Blocked On Disassembly
So I’m a bit blocked right now. I know exactly where the data lives, but it’s clear that I need to reverse engineer some binary code. The big problem is that I have no idea how to disassemble Windows 3.1 binaries. These are NE-type executable files. Disassemblers abound for MZ files (MS-DOS executables) and PE files (executables for Windows 95 and beyond). NE files get no respect. It’s difficult (but not impossible) to even find data about the format anymore, and details are incomplete. It should be noted, however, the DOSBox-as-strace method described here lends insight into how Windows 3.1 processes NE-type EXEs. You can’t get any more authoritative than that.
So far, I have tried the freeware version of IDA Pro. Unfortunately, I haven’t been able to get the program to work on my Windows machine for a long time. Even if I could, I can’t find any evidence that it actually supports NE files (the free version specifically mentions MZ and PE, but does not mention NE or LE).
I found an old copy of Borland’s beloved Turbo Assembler and Debugger package. It has Turbo Debugger for Windows, both regular and 32-bit versions. Unfortunately, the normal version just hangs Windows 3.1 in DOSBox. The 32-bit Turbo Debugger loads just fine but can’t load the NE file.
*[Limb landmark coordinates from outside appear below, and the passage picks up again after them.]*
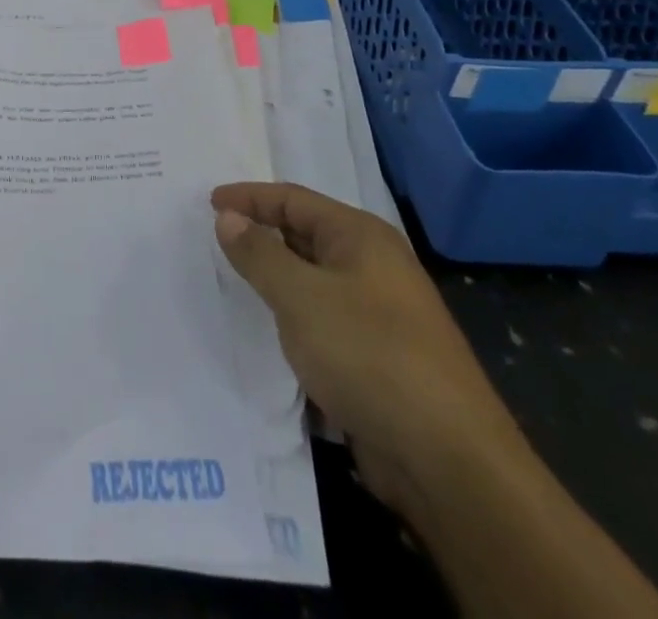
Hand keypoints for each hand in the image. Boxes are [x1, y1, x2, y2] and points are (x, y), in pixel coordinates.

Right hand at [211, 182, 522, 511]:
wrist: (449, 461)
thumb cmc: (370, 354)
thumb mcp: (301, 297)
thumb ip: (259, 254)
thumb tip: (228, 217)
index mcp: (361, 236)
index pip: (293, 199)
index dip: (249, 197)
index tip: (208, 202)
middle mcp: (374, 265)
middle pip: (305, 234)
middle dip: (261, 234)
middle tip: (215, 238)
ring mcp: (380, 312)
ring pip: (314, 280)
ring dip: (276, 278)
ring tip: (234, 280)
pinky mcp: (379, 356)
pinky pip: (324, 319)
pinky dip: (294, 316)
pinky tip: (271, 330)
I’ve also wondered if DOSBox contains any advanced features for trapping program execution and disassembling. I haven’t looked too deeply into this yet.
NE files seem to be the executable format that time forgot. I have a crazy brainstorm about repacking NE files as MZ executables so that they could be taken apart with an MZ disassembler. But this will take some experimenting.
If anyone else has any ideas about ripping open these binaries, I would appreciate hearing them.
And I guess I shouldn’t be too surprised to learn that all the literature in this corpus is already freely available and easily downloadable anyway. But you shouldn’t be too surprised if that doesn’t discourage me from trying to crack the format that’s keeping this particular copy of the data locked up.